(Saved data entries)
━━━━━━

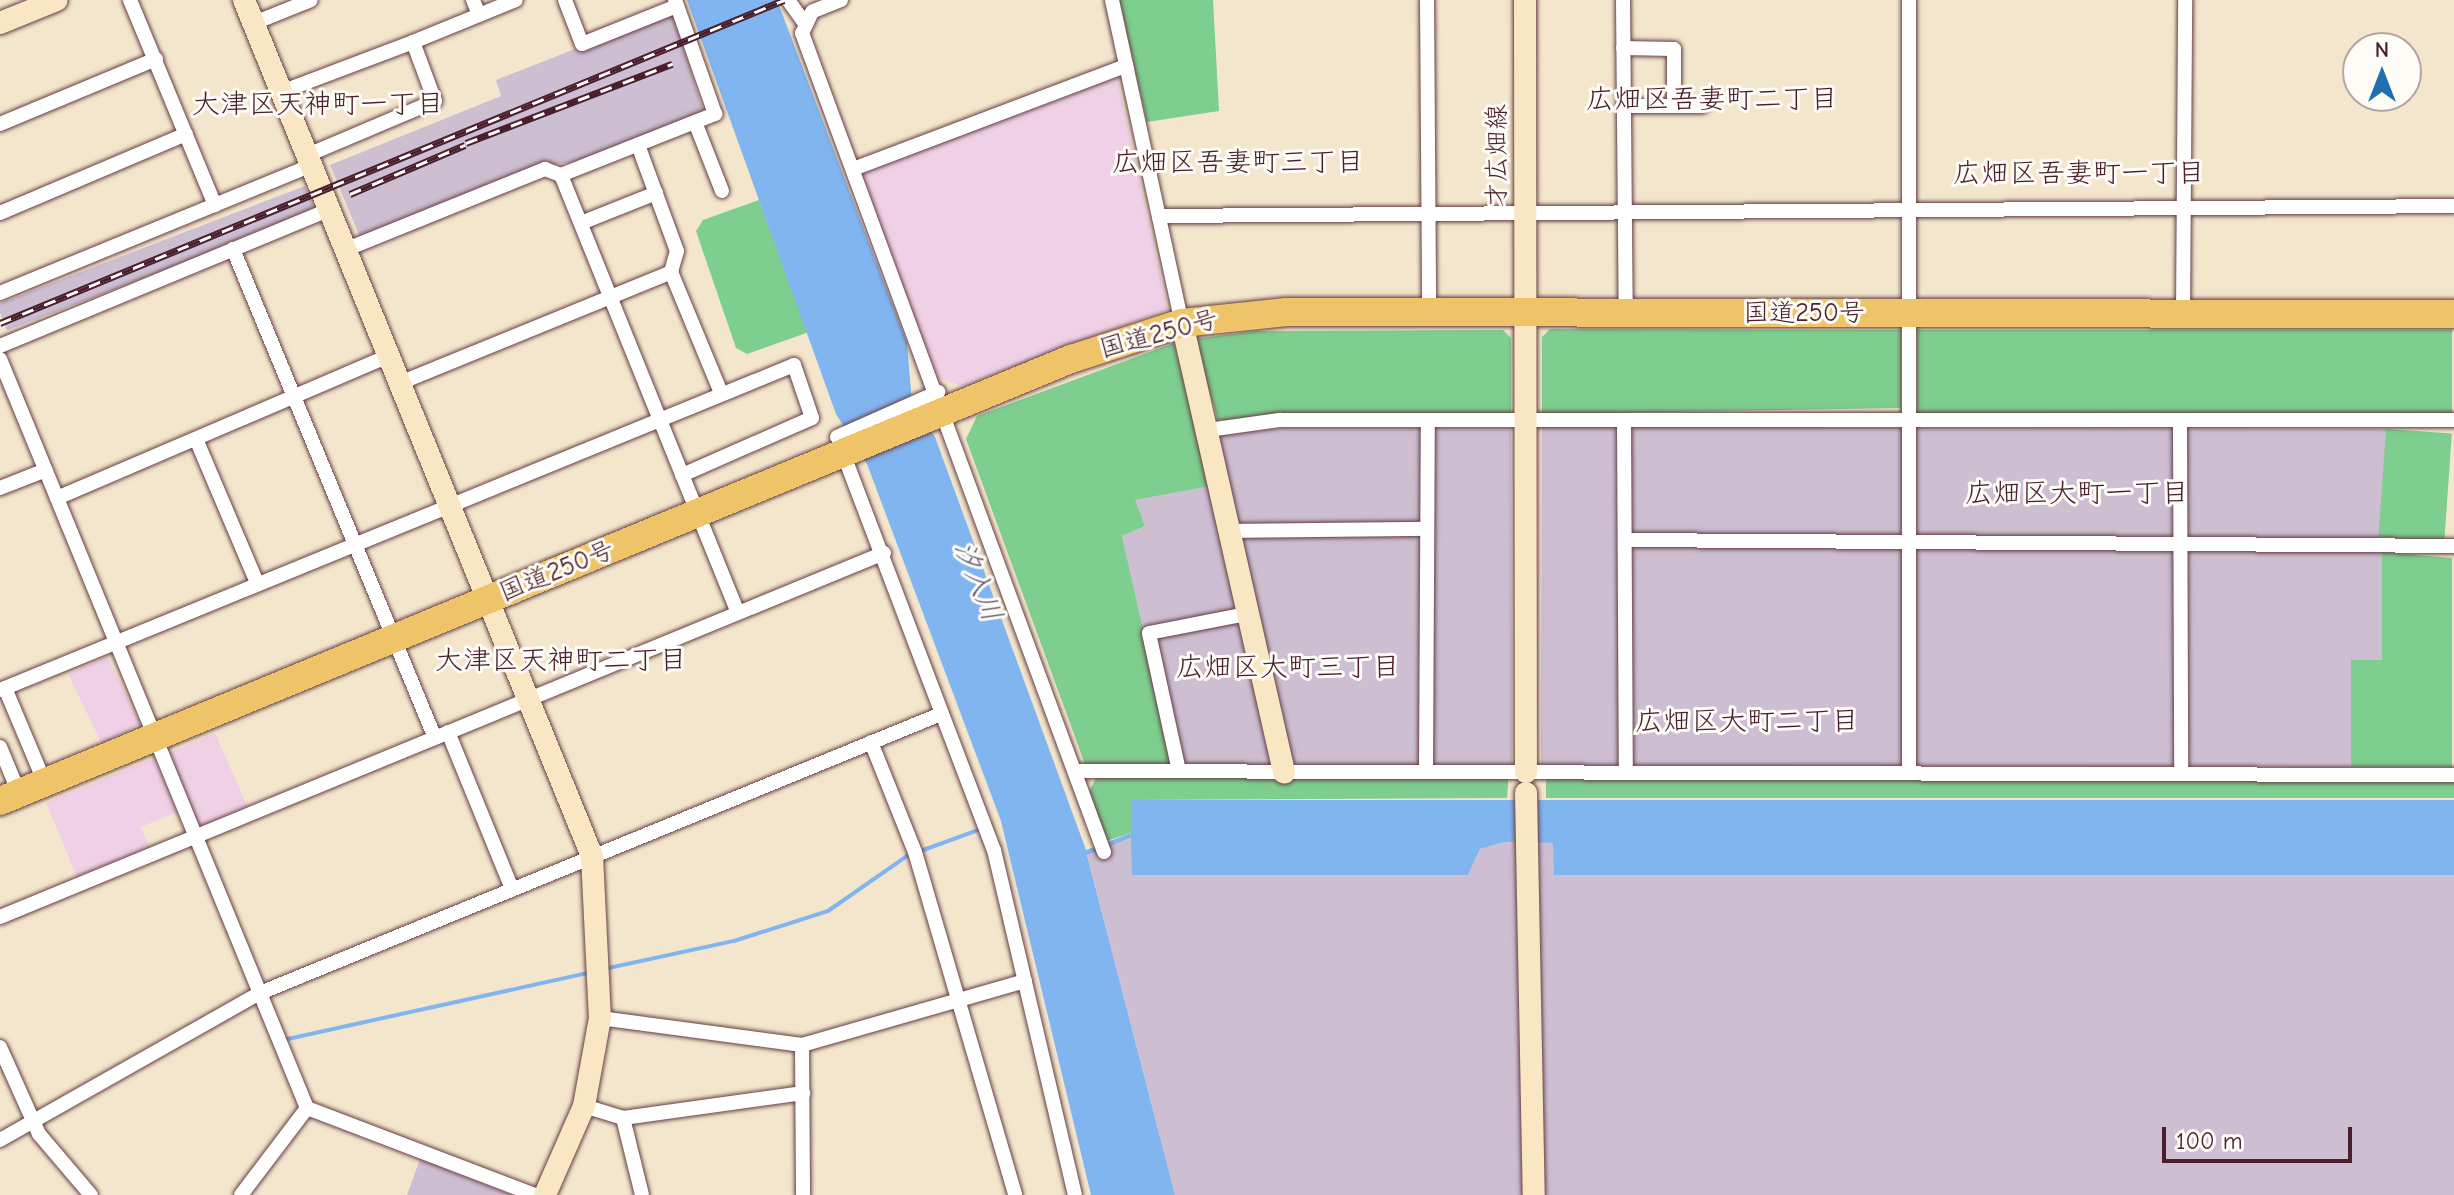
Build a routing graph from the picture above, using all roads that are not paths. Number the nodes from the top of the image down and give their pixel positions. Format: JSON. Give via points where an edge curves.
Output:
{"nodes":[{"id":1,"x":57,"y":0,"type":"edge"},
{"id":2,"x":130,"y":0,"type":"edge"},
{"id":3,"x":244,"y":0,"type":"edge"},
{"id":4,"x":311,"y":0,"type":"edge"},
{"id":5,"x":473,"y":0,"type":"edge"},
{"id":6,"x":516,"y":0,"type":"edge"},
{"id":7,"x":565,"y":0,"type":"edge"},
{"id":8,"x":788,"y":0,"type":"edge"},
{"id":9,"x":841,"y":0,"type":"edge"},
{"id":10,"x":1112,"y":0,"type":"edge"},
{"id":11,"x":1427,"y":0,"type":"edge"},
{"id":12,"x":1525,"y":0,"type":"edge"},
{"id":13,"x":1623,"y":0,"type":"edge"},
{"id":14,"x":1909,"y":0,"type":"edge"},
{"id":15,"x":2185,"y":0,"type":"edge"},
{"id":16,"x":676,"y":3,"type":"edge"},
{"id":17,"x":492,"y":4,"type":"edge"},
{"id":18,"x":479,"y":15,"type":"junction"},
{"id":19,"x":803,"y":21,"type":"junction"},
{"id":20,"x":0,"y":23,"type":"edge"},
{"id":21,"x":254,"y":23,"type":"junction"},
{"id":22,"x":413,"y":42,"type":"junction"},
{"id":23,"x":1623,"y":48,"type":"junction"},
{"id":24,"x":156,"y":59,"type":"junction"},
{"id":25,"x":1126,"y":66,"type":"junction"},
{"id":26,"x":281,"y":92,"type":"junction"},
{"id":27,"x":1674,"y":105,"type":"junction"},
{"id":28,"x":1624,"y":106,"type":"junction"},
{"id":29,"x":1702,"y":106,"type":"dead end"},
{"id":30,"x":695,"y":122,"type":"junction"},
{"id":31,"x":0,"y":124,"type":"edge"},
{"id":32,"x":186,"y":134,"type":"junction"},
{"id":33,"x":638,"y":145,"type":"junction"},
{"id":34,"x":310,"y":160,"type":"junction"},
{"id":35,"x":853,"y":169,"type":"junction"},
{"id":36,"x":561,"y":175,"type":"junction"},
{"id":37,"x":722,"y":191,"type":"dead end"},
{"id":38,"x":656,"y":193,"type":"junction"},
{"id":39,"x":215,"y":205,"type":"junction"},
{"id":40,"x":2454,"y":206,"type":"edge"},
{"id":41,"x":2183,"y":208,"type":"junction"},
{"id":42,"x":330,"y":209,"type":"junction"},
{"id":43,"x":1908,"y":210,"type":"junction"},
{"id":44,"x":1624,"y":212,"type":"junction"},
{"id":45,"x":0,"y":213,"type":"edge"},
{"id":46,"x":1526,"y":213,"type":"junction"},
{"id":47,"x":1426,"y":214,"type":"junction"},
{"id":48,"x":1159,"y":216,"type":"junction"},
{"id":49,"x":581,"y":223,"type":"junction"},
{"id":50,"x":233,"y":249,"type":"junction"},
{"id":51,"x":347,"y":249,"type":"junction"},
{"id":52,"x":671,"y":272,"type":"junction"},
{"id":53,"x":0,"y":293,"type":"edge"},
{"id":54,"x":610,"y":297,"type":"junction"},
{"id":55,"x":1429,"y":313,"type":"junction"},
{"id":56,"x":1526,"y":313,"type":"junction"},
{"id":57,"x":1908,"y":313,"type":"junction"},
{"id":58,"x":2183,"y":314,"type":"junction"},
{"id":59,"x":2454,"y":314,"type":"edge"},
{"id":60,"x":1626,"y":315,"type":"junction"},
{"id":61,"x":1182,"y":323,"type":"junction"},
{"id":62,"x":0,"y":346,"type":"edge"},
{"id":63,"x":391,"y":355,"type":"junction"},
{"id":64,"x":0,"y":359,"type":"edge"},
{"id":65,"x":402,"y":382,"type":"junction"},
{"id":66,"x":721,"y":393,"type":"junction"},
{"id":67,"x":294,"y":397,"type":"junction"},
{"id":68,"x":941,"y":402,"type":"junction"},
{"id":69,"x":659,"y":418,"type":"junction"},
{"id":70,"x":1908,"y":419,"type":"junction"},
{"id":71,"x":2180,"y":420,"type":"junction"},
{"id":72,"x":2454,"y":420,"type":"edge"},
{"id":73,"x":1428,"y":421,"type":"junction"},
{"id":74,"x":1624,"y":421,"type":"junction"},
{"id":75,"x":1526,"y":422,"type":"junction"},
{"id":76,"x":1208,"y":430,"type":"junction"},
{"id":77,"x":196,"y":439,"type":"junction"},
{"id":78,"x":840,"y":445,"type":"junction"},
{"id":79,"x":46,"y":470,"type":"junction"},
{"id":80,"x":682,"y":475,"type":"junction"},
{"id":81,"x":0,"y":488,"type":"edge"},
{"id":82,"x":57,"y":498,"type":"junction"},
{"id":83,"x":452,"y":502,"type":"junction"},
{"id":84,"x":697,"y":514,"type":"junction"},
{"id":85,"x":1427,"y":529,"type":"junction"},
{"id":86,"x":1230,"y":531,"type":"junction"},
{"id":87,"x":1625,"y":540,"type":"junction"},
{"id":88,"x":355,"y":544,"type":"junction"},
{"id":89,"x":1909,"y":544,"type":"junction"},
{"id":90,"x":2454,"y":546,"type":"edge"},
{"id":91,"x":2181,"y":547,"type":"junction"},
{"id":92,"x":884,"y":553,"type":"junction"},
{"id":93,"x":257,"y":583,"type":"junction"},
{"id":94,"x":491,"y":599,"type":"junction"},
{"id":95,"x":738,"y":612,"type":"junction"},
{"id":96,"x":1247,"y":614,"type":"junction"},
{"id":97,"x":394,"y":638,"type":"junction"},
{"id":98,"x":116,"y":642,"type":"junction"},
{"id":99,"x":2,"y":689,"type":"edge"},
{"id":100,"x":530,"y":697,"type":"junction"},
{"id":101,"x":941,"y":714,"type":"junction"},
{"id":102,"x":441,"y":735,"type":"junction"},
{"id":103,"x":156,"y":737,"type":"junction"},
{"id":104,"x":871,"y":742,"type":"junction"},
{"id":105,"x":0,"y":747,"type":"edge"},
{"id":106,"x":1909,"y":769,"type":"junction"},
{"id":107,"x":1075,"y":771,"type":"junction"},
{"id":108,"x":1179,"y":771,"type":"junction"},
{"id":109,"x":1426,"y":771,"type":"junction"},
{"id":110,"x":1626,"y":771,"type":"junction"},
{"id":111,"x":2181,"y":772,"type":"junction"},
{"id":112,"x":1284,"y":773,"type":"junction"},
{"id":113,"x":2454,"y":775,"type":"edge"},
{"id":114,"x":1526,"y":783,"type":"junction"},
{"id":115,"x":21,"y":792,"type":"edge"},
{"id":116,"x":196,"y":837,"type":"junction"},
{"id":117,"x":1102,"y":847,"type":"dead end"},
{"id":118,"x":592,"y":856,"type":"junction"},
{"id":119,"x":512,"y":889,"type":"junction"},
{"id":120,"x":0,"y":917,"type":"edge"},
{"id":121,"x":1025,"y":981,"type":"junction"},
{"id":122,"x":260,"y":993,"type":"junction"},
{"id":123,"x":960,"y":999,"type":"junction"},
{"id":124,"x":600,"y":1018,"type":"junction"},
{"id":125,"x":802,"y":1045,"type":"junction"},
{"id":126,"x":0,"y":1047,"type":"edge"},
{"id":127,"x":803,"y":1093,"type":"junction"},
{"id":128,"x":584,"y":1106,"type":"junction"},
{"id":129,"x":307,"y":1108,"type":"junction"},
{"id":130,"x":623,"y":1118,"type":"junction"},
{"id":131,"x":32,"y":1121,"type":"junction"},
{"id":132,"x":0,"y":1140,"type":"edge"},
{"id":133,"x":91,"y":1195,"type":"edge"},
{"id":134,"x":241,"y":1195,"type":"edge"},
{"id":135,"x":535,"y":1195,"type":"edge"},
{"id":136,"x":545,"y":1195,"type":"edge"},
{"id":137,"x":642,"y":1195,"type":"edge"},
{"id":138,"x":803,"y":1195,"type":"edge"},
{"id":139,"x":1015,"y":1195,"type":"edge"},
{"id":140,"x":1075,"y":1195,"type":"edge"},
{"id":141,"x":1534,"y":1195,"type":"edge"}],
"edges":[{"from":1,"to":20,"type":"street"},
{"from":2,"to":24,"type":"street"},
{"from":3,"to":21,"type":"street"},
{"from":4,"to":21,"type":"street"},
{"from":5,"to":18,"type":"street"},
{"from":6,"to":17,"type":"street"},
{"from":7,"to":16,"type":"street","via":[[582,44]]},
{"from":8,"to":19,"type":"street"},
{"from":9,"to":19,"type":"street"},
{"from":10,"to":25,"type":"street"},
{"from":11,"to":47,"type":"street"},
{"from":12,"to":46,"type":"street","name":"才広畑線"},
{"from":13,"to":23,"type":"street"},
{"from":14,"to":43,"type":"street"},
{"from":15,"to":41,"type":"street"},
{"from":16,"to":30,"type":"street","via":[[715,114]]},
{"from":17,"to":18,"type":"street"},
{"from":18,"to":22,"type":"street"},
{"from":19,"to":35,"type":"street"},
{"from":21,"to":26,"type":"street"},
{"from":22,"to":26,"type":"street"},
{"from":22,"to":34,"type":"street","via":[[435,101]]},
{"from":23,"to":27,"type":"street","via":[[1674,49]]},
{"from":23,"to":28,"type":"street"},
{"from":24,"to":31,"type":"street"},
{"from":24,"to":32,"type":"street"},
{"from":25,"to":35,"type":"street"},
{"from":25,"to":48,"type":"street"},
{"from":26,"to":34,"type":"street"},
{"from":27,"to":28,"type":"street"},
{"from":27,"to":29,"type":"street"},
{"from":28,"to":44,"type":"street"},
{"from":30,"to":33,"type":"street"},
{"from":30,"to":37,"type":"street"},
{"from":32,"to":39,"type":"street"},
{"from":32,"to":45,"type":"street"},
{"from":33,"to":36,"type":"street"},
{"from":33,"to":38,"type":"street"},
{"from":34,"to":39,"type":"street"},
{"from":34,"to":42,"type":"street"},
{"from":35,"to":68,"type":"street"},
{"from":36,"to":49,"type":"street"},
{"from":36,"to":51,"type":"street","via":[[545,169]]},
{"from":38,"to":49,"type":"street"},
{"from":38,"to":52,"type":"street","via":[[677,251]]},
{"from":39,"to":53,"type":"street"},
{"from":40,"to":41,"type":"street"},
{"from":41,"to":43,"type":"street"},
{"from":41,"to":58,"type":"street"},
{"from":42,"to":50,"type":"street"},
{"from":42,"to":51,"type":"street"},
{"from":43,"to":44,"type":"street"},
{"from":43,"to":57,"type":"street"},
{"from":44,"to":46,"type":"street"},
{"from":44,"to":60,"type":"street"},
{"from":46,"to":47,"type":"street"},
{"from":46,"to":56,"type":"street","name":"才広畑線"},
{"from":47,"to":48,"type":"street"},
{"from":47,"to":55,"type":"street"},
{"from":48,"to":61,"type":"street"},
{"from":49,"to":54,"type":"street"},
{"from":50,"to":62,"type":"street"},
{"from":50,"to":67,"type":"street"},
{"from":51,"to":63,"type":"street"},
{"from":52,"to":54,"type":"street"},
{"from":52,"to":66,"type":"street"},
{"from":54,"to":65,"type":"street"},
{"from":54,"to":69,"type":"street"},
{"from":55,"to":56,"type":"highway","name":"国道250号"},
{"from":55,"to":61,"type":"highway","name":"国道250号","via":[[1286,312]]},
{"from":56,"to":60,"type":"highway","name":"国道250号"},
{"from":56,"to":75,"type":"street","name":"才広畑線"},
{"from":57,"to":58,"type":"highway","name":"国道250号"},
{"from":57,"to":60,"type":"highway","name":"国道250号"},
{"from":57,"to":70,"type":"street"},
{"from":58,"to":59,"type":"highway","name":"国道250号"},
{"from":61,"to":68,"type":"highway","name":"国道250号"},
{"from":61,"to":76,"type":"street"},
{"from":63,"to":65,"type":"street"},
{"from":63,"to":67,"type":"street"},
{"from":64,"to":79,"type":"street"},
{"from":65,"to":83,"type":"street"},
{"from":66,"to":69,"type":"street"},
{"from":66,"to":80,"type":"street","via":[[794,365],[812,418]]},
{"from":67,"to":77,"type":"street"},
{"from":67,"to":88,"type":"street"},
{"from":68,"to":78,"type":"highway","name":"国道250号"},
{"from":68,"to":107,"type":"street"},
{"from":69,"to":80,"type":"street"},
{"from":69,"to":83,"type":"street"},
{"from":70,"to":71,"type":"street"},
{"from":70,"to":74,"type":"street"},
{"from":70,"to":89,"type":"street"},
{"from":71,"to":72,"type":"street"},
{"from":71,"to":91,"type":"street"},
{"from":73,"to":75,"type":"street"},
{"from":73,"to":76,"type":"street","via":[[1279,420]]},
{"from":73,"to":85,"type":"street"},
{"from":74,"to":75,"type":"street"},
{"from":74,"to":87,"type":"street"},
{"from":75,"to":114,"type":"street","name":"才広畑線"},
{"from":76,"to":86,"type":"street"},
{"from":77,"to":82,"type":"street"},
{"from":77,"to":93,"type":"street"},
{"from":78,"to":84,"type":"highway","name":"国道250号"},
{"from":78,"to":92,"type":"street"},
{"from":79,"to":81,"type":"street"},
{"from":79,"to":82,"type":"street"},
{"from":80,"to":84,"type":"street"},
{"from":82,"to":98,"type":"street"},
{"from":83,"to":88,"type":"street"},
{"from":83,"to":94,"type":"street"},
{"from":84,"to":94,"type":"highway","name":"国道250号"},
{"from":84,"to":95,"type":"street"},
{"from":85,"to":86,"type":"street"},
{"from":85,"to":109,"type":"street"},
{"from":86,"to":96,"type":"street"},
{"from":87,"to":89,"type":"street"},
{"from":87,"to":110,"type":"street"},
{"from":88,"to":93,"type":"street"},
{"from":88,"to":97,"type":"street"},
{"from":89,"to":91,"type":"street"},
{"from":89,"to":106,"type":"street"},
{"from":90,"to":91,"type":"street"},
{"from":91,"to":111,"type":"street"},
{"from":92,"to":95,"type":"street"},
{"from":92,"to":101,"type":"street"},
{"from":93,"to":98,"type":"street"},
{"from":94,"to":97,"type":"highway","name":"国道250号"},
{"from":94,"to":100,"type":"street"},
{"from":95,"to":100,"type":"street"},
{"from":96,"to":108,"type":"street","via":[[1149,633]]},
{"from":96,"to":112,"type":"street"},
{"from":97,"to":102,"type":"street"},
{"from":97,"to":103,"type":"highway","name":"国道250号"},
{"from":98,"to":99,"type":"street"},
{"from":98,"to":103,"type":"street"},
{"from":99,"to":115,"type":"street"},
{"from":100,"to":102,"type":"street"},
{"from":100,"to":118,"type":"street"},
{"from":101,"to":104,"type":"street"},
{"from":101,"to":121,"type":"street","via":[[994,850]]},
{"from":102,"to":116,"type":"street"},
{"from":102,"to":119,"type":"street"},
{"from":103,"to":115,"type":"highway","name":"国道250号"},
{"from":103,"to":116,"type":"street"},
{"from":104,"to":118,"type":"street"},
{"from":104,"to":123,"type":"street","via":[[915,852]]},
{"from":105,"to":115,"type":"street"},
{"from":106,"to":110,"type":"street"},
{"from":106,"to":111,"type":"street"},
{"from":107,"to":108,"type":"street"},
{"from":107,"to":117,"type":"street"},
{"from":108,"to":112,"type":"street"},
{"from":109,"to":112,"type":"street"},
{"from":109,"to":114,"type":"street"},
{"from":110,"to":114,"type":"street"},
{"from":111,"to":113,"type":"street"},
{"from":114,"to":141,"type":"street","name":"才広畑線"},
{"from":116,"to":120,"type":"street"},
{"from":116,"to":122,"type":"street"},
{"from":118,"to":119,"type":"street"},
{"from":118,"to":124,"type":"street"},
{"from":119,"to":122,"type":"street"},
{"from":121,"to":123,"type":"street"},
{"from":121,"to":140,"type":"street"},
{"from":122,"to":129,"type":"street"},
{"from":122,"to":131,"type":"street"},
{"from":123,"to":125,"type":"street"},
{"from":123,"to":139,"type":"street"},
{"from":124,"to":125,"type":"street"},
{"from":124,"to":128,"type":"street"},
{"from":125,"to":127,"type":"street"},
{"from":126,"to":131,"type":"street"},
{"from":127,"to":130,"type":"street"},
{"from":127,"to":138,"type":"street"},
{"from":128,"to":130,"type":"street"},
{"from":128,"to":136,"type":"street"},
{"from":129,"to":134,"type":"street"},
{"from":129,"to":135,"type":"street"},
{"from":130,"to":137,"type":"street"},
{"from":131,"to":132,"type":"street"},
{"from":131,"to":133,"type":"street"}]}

━━━━━━

Work to complete:
Where in the records does the string "nodes" appear? Copy every line that has it.

Result:
Build a routing graph from the picture above, using all roads that are not paths. Number the nodes from the top of the image down and give their pixel positions. Format: JSON. Give via points where an edge curves.
{"nodes":[{"id":1,"x":57,"y":0,"type":"edge"},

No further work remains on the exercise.